→ Exercise goal
Each record, minus any picture, should be returned exactly as written.

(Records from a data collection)
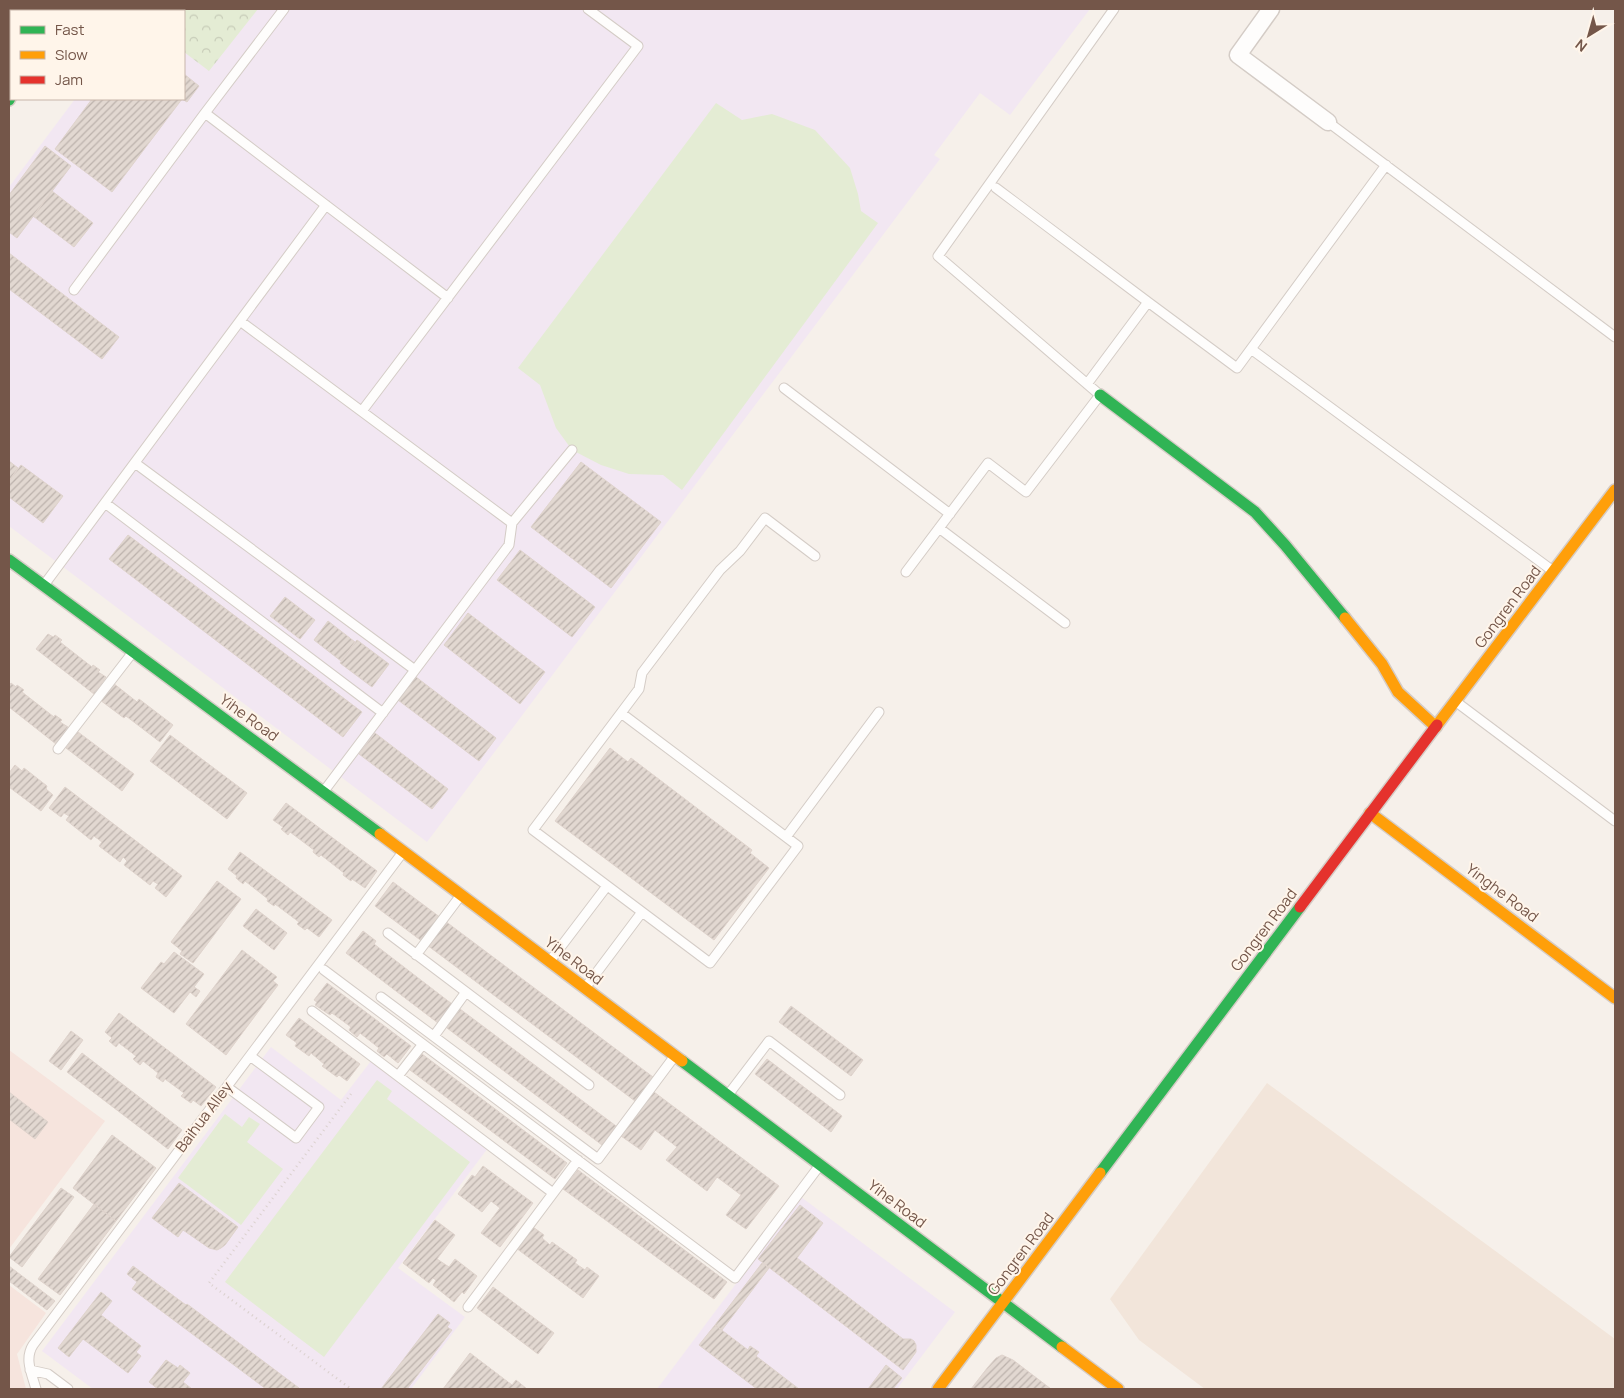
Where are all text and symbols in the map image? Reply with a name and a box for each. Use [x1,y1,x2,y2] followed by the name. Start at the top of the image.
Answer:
[10,10,185,100] legend
[1564,10,1614,60] north arrow
[55,19,84,40] text: Fast
[1571,35,1591,56] text: N
[55,44,88,65] text: Slow
[55,69,83,90] text: Jam
[1470,561,1546,652] street label: Gongren Road
[216,689,283,746] street label: Yihe Road
[1462,858,1543,927] street label: Yinghe Road
[1226,884,1302,975] street label: Gongren Road
[541,932,608,989] street label: Yihe Road
[170,1077,237,1156] street label: Baihua Alley
[864,1175,931,1232] street label: Yihe Road
[983,1208,1059,1299] street label: Gongren Road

→ Answer area
Where are all text and symbols in the map image? Reply with a name and a box for each. Use [x1,y1,x2,y2] followed by the name. Start at the top of the image.
Answer:
[10,10,185,100] legend
[1564,10,1614,60] north arrow
[55,19,84,40] text: Fast
[1571,35,1591,56] text: N
[55,44,88,65] text: Slow
[55,69,83,90] text: Jam
[1470,561,1546,652] street label: Gongren Road
[216,689,283,746] street label: Yihe Road
[1462,858,1543,927] street label: Yinghe Road
[1226,884,1302,975] street label: Gongren Road
[541,932,608,989] street label: Yihe Road
[170,1077,237,1156] street label: Baihua Alley
[864,1175,931,1232] street label: Yihe Road
[983,1208,1059,1299] street label: Gongren Road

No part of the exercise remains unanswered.